→ **EXERCISE DIRECTIONS**: An exact copy of every record is needed.

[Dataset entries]
—————

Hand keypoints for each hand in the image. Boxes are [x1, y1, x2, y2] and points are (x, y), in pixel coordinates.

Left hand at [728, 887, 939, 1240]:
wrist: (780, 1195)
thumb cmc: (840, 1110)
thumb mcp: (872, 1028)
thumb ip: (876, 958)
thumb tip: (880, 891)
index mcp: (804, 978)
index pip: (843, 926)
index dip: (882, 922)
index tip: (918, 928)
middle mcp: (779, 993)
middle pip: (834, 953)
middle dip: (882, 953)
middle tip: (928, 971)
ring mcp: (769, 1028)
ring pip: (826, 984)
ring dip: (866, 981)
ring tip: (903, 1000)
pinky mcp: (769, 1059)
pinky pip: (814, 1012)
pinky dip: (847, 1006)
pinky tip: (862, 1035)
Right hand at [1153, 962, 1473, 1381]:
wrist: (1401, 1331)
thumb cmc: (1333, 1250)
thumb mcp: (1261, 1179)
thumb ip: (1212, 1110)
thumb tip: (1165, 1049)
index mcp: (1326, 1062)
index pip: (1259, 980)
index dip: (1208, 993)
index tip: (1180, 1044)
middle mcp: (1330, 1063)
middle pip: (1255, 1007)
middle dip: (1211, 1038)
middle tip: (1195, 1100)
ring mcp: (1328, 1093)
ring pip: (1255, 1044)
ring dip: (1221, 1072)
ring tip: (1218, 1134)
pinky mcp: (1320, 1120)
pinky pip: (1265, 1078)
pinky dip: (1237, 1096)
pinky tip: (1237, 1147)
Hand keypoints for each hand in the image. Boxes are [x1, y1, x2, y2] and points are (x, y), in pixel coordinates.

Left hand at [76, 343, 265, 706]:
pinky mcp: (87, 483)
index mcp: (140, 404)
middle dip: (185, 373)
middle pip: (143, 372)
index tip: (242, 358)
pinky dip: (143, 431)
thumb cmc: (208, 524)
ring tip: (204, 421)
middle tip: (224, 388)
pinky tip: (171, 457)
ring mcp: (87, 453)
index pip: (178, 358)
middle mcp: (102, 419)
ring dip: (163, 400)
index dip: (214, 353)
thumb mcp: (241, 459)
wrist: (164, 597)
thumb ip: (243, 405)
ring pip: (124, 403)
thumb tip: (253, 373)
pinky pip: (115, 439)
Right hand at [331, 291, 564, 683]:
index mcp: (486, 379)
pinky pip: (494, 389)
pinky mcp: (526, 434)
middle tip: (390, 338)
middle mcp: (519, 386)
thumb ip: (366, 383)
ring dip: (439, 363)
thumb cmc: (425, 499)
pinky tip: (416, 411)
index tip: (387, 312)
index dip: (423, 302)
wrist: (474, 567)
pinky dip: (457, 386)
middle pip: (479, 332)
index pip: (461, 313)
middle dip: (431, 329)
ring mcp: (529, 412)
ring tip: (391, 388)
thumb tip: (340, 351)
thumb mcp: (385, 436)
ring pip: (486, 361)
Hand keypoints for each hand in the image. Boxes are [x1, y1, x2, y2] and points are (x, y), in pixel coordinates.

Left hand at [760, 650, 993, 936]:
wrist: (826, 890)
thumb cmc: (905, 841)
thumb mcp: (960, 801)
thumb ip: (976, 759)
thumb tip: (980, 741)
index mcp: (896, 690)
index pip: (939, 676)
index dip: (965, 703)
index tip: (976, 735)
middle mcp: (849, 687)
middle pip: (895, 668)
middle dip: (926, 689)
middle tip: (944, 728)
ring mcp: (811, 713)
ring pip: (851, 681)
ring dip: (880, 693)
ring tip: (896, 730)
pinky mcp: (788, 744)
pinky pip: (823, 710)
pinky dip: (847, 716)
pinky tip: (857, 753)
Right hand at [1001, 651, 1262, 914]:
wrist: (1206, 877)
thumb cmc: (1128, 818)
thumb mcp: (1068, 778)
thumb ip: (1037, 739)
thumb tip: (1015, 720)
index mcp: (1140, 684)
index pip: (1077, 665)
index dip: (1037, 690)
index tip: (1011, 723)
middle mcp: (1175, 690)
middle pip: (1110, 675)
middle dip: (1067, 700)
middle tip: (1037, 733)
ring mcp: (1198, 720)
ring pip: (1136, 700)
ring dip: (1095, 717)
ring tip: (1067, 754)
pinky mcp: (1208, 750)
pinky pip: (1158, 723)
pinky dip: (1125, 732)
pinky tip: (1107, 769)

—————

→ **YOUR SOLUTION**:
Hand keypoints for each hand in the image. Boxes are [x1, y1, x2, y2] and points are (x, y), in pixel coordinates.

Left hand at [728, 887, 939, 1240]:
wrist: (780, 1195)
thumb cmc: (840, 1110)
thumb mcp: (872, 1028)
thumb ip: (876, 958)
thumb tip: (880, 891)
index mcp: (804, 978)
index pip: (843, 926)
index dip: (882, 922)
index tip: (918, 928)
middle mcp: (779, 993)
middle pip: (834, 953)
middle dip: (882, 953)
middle tip: (928, 971)
ring mcp: (769, 1028)
ring pip: (826, 984)
ring dip: (866, 981)
ring tip: (903, 1000)
pinky mcp: (769, 1059)
pinky pip: (814, 1012)
pinky dip: (847, 1006)
pinky tip: (862, 1035)
Right hand at [1153, 962, 1473, 1381]:
wrist: (1401, 1331)
thumb cmc: (1333, 1250)
thumb mcp: (1261, 1179)
thumb ip: (1212, 1110)
thumb tip: (1165, 1049)
index mcp: (1326, 1062)
index pip: (1259, 980)
index dip: (1208, 993)
index tip: (1180, 1044)
middle mcp: (1330, 1063)
middle pip: (1255, 1007)
middle dip: (1211, 1038)
middle tip: (1195, 1100)
ring mcp: (1328, 1093)
ring pip: (1255, 1044)
ring dip: (1221, 1072)
ring tip: (1218, 1134)
pinky mcp: (1320, 1120)
pinky pip: (1265, 1078)
pinky dip: (1237, 1096)
pinky tip: (1237, 1147)
Hand keypoints for each hand in the image. Boxes are [x1, y1, x2, y2] and points are (x, y), in pixel coordinates.

Left hand at [76, 343, 265, 706]:
pinky mcp: (87, 483)
index mcp: (140, 404)
middle dip: (185, 373)
middle pip: (143, 372)
index tip: (242, 358)
pinky dip: (143, 431)
thumb cmc: (208, 524)
ring tip: (204, 421)
middle tip: (224, 388)
pinky tip: (171, 457)
ring mcp: (87, 453)
index pip: (178, 358)
middle mcp: (102, 419)
ring dip: (163, 400)
index dip: (214, 353)
thumb mcp: (241, 459)
wrist: (164, 597)
thumb ip: (243, 405)
ring pip: (124, 403)
thumb tip: (253, 373)
pinky pip: (115, 439)
Right hand at [331, 291, 564, 683]:
index mcp: (486, 379)
pinky pip: (494, 389)
pinky mcp: (526, 434)
middle tip: (390, 338)
middle mcp: (519, 386)
thumb ip: (366, 383)
ring dip: (439, 363)
thumb cmc: (425, 499)
pinky tip: (416, 411)
index tip: (387, 312)
index dip: (423, 302)
wrist: (474, 567)
pinky dip: (457, 386)
middle pip: (479, 332)
index pip: (461, 313)
middle dip: (431, 329)
ring mcp: (529, 412)
ring tip: (391, 388)
thumb tip: (340, 351)
thumb mcp: (385, 436)
ring pip: (486, 361)
Hand keypoints for each hand in the image. Boxes are [x1, y1, x2, y2] and points are (x, y), in pixel coordinates.

Left hand at [760, 650, 993, 936]:
wrist: (826, 890)
thumb cmc: (905, 841)
thumb mcp: (960, 801)
thumb ip: (976, 759)
thumb tip: (980, 741)
index mcp: (896, 690)
index pip: (939, 676)
index dip: (965, 703)
index tip: (976, 735)
middle mcp: (849, 687)
middle pip: (895, 668)
middle dip: (926, 689)
middle tip: (944, 728)
ring mcp: (811, 713)
ring pip: (851, 681)
ring dip: (880, 693)
ring tip: (896, 730)
pinky mcp: (788, 744)
pinky pip: (823, 710)
pinky dip: (847, 716)
pinky tip: (857, 753)
Right hand at [1001, 651, 1262, 914]:
wrist: (1206, 877)
thumb cmc: (1128, 818)
thumb mcp: (1068, 778)
thumb ip: (1037, 739)
thumb tip: (1015, 720)
index mcp: (1140, 684)
index pip: (1077, 665)
index dip: (1037, 690)
index tip: (1011, 723)
middle mcp: (1175, 690)
middle pip: (1110, 675)
middle dip: (1067, 700)
middle tip: (1037, 733)
ring mcp: (1198, 720)
ring pip: (1136, 700)
ring dip: (1095, 717)
ring tip: (1067, 754)
pinky mcp: (1208, 750)
pinky pip: (1158, 723)
pinky dip: (1125, 732)
pinky tip: (1107, 769)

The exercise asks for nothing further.